Ya no soy ni tan Parado ni tan Puteado.

Y aunque siempre me sentiré un TripleP – ¿qué joven español no se ha sentido así en plena crisis? – esta etapa llegó a su fin.

En las próximas semanas voy a ir publicando una serie de entradas a modo de adiós. Un poco lo que he hecho siempre en esta página en las que desnudado mi alma, he contado mis victorias y derrotas y que, ante todo, ha sido mi bote salvavidas cuando no tenía donde escribir.

Empezamos

 

Ni de aquí ni de allá

El pasado 1 de enero tomé un vuelo rumbo a casa. ¿Casa? Pues ya no lo tengo tan claro.

Llevaba un año exacto sin pisar mi tierra, sin ver a mi familia y mis amigos. Sin pasear por Barcelona dejándome seducir por sus fiestas y sus risas y sin dejarme mimar por los míos en Girona.

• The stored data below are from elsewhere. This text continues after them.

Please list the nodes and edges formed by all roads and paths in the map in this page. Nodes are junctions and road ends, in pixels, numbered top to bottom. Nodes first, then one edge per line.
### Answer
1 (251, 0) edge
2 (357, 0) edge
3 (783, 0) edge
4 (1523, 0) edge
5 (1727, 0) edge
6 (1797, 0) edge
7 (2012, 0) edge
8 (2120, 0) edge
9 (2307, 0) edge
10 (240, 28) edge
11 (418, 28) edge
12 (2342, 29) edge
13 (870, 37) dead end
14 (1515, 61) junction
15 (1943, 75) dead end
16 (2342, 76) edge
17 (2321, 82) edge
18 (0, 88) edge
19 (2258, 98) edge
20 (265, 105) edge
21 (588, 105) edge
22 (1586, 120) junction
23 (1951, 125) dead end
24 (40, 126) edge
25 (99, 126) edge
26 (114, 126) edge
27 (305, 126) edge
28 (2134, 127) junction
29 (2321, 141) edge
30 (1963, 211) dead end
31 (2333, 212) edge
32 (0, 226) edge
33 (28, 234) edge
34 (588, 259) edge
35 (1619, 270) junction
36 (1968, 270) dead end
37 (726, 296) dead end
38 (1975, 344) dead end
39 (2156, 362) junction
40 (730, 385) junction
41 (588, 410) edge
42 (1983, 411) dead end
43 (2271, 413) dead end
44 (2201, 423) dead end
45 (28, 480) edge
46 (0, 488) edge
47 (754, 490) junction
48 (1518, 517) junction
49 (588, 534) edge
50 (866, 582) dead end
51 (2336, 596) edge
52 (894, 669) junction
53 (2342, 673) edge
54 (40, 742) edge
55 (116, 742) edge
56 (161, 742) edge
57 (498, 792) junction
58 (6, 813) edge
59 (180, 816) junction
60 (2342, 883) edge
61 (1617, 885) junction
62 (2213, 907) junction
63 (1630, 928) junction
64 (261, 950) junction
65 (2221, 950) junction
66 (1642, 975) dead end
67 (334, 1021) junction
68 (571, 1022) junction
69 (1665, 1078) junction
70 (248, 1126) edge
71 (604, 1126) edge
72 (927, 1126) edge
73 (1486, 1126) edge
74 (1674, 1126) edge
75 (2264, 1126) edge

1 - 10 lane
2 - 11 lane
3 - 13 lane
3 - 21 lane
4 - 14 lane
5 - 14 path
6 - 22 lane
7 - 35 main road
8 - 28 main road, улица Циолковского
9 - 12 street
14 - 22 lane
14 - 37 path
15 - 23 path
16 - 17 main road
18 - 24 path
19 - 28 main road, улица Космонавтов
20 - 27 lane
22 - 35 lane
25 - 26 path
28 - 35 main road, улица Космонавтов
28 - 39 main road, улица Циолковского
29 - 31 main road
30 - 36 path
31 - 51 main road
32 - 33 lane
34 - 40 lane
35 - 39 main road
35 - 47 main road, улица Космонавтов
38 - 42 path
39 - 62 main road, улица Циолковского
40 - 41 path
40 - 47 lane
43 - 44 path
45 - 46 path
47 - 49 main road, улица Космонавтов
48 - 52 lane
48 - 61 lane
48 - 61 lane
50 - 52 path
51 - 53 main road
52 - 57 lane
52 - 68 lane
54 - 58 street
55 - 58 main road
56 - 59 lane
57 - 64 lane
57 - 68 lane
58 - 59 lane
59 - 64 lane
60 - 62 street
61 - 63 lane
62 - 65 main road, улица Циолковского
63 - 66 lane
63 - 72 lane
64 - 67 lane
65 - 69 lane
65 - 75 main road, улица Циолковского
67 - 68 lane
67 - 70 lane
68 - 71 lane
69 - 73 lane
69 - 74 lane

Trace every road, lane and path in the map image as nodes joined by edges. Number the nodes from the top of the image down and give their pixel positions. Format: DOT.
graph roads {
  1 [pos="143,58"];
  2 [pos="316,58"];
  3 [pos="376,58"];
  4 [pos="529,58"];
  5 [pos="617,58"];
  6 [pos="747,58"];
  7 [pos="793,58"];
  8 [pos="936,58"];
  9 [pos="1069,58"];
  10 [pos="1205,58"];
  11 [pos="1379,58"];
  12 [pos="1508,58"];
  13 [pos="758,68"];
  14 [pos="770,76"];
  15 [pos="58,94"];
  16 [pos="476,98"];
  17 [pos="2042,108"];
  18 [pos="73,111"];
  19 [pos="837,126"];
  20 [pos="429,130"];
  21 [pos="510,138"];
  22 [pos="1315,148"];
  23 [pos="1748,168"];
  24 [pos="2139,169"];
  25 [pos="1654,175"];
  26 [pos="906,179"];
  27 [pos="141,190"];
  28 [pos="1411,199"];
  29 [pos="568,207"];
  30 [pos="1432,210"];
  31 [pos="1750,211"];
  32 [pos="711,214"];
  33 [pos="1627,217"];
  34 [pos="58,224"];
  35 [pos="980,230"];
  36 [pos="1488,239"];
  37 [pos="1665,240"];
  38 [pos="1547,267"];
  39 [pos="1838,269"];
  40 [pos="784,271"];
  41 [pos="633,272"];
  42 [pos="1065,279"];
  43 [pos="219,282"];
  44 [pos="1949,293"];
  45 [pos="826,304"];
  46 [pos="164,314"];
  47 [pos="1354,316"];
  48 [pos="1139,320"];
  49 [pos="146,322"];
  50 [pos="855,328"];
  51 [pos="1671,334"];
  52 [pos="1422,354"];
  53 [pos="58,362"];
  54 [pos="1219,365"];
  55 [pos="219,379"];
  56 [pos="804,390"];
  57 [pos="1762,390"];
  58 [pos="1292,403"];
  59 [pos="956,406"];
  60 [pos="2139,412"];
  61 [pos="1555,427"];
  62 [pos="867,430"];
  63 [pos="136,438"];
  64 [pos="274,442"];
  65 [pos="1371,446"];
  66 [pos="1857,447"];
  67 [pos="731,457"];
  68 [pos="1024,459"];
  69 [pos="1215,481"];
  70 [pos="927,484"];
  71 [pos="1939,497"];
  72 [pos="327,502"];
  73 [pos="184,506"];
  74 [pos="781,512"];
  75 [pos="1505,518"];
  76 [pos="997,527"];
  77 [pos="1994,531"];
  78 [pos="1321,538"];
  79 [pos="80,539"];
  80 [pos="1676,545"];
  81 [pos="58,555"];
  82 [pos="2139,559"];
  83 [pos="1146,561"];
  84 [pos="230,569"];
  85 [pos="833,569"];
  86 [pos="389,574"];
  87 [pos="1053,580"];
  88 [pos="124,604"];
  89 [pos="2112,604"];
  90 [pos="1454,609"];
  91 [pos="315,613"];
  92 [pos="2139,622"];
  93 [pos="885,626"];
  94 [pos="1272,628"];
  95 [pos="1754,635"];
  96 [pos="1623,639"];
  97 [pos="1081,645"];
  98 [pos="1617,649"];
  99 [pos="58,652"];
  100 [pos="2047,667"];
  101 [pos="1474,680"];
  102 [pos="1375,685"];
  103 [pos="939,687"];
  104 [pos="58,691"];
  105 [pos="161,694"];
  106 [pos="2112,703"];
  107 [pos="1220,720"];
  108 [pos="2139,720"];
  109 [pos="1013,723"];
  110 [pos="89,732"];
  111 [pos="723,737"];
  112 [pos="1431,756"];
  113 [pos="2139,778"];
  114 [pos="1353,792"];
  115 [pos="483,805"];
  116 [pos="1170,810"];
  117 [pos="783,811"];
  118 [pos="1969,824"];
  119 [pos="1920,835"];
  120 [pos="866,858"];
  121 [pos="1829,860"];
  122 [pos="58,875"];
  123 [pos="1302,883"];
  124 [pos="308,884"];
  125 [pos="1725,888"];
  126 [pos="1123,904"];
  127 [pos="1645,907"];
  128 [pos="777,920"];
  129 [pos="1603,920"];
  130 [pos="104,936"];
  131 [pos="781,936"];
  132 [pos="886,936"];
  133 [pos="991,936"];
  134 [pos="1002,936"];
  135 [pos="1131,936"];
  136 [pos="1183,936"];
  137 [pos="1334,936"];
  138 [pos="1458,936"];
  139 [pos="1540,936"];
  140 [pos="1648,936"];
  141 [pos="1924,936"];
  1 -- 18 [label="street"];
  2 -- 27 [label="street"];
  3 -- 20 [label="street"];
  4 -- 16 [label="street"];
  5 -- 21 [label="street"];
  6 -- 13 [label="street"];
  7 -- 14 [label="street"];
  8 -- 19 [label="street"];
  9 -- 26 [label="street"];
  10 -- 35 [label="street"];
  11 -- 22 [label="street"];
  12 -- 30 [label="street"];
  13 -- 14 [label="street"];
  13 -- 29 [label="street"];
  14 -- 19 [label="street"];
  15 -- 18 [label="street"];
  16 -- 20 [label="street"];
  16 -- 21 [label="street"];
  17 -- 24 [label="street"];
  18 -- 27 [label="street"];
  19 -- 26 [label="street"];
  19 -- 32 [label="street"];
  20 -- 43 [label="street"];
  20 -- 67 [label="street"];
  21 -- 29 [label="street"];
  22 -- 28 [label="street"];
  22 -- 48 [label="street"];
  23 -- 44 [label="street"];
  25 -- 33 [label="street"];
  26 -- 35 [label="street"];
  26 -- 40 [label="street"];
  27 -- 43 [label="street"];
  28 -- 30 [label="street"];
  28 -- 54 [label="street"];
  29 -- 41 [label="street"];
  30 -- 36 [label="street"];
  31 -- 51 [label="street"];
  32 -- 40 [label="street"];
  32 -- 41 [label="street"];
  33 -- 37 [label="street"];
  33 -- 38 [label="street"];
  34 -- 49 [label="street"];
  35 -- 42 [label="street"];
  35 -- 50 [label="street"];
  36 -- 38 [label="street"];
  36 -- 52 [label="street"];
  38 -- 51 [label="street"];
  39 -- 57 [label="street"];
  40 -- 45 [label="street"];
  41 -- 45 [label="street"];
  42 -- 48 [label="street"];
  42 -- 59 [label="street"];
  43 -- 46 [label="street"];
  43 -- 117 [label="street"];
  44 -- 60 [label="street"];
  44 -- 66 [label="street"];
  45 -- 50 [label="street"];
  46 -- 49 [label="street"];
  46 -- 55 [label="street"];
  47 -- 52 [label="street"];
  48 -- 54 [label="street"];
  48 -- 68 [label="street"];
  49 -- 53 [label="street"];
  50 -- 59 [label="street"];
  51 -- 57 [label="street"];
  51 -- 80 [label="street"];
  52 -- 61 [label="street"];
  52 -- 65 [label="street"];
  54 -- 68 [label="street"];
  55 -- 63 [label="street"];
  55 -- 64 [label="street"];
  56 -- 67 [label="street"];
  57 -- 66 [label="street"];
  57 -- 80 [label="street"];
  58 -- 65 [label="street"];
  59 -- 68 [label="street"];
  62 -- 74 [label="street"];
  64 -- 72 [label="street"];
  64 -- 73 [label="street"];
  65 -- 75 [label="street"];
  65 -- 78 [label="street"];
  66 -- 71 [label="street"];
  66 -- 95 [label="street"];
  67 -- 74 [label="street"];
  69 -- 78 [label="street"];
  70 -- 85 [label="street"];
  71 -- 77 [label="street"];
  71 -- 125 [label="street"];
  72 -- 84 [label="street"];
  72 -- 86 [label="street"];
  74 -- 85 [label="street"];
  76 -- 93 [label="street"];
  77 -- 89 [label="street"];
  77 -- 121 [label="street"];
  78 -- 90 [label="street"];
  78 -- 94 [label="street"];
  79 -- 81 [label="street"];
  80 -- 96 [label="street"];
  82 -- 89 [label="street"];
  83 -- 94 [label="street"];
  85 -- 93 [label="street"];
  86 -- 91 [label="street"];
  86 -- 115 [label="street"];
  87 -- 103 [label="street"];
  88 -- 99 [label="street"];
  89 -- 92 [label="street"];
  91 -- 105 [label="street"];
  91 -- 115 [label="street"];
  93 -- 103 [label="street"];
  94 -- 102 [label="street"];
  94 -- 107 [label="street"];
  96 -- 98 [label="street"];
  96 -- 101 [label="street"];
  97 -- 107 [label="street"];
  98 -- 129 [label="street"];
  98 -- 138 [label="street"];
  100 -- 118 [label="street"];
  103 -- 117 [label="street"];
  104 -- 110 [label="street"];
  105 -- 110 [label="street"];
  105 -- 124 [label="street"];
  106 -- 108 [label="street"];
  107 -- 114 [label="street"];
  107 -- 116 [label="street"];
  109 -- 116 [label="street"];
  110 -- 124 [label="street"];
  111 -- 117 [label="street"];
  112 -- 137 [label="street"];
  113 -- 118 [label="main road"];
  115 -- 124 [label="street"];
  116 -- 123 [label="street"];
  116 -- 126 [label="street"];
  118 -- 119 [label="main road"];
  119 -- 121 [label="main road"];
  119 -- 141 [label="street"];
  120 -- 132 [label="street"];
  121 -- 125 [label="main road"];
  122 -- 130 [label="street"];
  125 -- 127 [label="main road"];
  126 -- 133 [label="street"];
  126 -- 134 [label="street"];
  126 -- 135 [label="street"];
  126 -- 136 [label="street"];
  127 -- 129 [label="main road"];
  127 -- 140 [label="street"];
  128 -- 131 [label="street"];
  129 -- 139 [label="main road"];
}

Me moría de ganas de vacaciones y de ver a todo el mundo. Pero, y no me malinterpretéis, en esta ocasión me faltaba ese sentido de URGENCIA que sí tuve en las Navidades anteriores, cuando me corroía la melancolía.

Hoy cumplo dos años en México. Dos años como emigrante, no como el viajero que fui antaño, aunque de este guarde todavía el espíritu.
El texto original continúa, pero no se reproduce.